Facile non, mais plutôt risqué. C’était une aventure. J’ai longuement réfléchi avant de me lancer dans la haute couture. Avant d’en faire mon métier définitif, je faisais de la couture uniquement pour moi et mon entourage. J’avais fini mes études de médecine et commencé à travailler dans l’industrie pharmaceutique pendant quatre ans. J’avais décidé de prendre le risque en me disant qu’au pire, si cela ne me plaisait pas, je reviendrais à mon ancien métier de médecin. Mais tout compte fait, aujourd’hui, la haute couture est mon métier. J’aime ce que je fais. J’ai d’ailleurs beaucoup de projets.
– Votre credo est de perpétuer le costume traditionnel sous toutes ses formes et ses découpes…
Je fais de la haute couture. Je m’inspire du traditionnel, je ne reproduis pas, je ne copie pas. J’essaye de m’inspirer du traditionnel en apportant des découpes modernes avec une touche personnelle traditionnelle. Je fais beaucoup de recherches. J’achète beaucoup d’ouvrages sur l’histoire de la mode et sur les costumes. Je ne me limite pas uniquement aux costumes. A titre d’exemple, un tapis ou encore une céramique peuvent m’inspirer. Tout ce qui a trait au patrimoine, je le prends en essayant d’en faire un costume.
– A l’instar du secteur artistique, la piraterie a affecté votre milieu. Comment vivez-vous ce phénomène ?

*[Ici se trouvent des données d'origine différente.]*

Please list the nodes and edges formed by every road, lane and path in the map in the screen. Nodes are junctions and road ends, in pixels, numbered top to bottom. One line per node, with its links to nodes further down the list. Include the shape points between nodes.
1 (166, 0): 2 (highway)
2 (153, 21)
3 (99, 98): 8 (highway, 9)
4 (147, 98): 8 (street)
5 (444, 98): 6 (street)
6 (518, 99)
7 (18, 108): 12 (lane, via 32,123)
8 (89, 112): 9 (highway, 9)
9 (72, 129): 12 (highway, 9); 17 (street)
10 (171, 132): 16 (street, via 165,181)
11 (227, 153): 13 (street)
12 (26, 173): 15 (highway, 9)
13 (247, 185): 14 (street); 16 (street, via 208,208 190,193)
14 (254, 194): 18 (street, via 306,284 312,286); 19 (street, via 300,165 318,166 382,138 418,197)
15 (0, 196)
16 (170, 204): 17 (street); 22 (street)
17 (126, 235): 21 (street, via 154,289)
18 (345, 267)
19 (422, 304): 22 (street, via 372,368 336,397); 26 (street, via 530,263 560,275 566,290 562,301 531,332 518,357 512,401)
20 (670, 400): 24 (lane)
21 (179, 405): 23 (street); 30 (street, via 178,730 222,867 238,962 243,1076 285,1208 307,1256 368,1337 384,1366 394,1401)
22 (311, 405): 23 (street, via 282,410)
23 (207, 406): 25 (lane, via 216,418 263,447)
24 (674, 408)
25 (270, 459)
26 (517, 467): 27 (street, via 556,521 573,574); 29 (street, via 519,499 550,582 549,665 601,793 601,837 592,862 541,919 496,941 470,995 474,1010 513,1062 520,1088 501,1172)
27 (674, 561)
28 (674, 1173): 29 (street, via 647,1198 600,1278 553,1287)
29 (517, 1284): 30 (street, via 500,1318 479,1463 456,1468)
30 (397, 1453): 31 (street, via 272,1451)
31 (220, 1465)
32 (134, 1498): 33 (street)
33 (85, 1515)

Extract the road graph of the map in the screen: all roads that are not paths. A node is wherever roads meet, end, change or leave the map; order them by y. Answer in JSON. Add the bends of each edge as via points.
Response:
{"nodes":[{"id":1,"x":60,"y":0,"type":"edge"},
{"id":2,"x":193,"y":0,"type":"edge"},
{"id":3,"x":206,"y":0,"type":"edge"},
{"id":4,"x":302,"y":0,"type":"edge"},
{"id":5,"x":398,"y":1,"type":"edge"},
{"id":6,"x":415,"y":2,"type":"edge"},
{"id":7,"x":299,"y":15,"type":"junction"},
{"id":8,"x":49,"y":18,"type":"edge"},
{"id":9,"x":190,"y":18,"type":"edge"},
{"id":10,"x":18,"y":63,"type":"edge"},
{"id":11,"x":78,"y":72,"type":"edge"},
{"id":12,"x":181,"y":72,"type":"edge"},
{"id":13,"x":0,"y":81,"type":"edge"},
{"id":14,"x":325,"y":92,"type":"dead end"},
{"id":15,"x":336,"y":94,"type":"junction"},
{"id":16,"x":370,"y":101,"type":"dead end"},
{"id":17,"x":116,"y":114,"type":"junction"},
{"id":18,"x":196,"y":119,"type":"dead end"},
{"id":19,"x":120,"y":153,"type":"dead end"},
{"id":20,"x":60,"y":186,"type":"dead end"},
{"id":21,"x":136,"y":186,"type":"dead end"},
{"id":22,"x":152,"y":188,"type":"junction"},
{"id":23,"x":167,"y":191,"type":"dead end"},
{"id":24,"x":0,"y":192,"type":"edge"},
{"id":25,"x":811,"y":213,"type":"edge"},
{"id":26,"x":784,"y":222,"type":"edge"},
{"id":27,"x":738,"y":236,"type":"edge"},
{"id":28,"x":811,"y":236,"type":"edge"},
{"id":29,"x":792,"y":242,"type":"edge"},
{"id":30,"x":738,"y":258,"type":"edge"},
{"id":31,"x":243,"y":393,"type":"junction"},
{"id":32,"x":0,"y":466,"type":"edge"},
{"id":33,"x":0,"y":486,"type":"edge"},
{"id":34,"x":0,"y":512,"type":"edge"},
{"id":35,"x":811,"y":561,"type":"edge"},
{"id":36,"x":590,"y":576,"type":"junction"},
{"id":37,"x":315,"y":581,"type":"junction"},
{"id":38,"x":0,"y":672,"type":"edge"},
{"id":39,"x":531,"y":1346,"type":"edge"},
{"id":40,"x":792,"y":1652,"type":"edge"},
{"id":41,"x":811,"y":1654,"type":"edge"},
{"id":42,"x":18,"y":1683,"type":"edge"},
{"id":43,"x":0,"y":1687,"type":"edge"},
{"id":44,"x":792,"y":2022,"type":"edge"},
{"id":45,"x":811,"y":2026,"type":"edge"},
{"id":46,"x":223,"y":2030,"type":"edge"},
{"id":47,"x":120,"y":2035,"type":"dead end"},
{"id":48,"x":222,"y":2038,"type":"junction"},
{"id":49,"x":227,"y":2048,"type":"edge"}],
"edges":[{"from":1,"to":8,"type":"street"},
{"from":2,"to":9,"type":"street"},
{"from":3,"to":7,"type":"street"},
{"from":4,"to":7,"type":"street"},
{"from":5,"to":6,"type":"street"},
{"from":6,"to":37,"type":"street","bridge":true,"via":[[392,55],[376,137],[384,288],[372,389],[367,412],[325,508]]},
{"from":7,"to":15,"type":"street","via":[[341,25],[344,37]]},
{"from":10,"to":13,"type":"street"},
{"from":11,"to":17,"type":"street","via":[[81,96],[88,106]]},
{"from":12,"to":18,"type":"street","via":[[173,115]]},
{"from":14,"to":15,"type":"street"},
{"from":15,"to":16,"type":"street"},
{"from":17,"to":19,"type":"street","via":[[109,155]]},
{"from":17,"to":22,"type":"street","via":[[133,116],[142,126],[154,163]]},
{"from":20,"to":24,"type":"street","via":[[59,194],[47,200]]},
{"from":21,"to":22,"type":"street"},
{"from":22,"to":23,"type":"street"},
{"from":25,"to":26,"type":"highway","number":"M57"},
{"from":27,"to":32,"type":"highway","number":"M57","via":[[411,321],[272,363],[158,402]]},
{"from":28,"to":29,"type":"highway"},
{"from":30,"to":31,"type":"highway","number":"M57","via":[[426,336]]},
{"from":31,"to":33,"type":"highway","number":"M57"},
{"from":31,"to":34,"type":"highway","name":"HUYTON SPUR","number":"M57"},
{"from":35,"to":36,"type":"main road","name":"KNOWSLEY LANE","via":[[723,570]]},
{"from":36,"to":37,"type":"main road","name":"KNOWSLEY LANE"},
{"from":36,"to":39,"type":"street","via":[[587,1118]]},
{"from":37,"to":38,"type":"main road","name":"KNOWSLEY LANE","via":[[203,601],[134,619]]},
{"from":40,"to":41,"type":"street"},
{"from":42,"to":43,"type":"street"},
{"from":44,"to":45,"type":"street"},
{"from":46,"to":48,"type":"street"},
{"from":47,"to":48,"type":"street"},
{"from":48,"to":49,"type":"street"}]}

Ma première collection, réalisée en juillet 2008, a été certes déclarée auprès de l’Office national des droits d’auteurs (ONDA) : j’ai déposé les photos des ouvrages et ajouté une description des matières utilisées ainsi que les découpes. Cependant, il est utile de mentionner qu’en avril 2009, j’ai eu un problème. J’ai été informée par une de mes clientes qu’une couturière exposait mes propres modèles dans sa vitrine sur les hauteurs d’Alger. Je me suis déplacée pour constater les faits. J’ai été surprise de voir la copie conforme de l’un de mes modèles exposée dans sa vitrine. Pis encore, cette personne s’est appropriée le nom de l’une de mes tenues. Même mes cartes de visite ont été piratées. J’ai fait des cartes de visite très originales sous forme de carte postale. La personne en question a remplacé mon logo par ses coordonnées. Cela m’a fait très mal de découvrir ce type de procédé. Je suis d’abord parti la voir en me disant qu’elle pouvait ignorer la présence des droits d’auteurs. Elle n’a pas voulu reconnaître ses torts. Bien au contraire, elle a osé me dire sur un ton ironique que je me prenais pour Christain Lacroix. J’ai décidé de l’attaquer en justice. La procédure suit son cours. J’ai non seulement déboursé de l’argent, mais j’ai également perdu du temps. J’espère que j’aurai gain de cause et que les droits d’auteur existent vraiment en Algérie. Afin d’être protégée du piratage, il est impératif que chaque styliste déclare ses créations auprès de l’ONDA. Le public doit savoir qu’un styliste qui se respecte passe des nuits blanches pour réaliser un costume avec les broderies et ses accessoires.
– Quelle satisfaction tirez-vous aujourd’hui de votre métier ?
Le bilan est positif. J’ai fait beaucoup de choses en 2008. J’ai fait pas mal de défilés. J’ai participé à une émission de télévision. J’ai également participé à deux Salons de mariages à Paris. L’année 2008 a été des plus prolifiques. En 2009, je n’ai pas fait grand-chose. J’a préféré me consacrer aux commandes de la clientèle. En plus, j’ai changé d’adresse. Il est vrai que l’idéal est de faire deux collections par an. Mais en Algérie, ce n’est pas évident car il n’y a pas une industrie de la mode. Tout seul, on ne peut pas faire grand chose. Je pense qu’une collection est largement suffisante.
– Selon vous, le marché de la mode existe-t-il en Algérie ?
Le marché de la mode est inexistant en Algérie. Il faudrait d’abord créer une association de stylistes. Pourquoi ne pas initier une semaine de la mode algérienne ? Nous sommes confrontés à beaucoup de difficultés pour l’exercice de notre métier. A titre d’exemple, nous ne trouvons pas toujours sur le marché les fournitures voulues. En matière de tissus, il existe de beaux tissus importés, mais en fournitures (pierres et passementerie) ce n’est pas le cas.
– Des projets en perspective ?
Après le défilé de 2008, un défilé 2009 s’impose. Je travaille actuellement sur une nouvelle collection que je présenterai en fin d’année à Alger.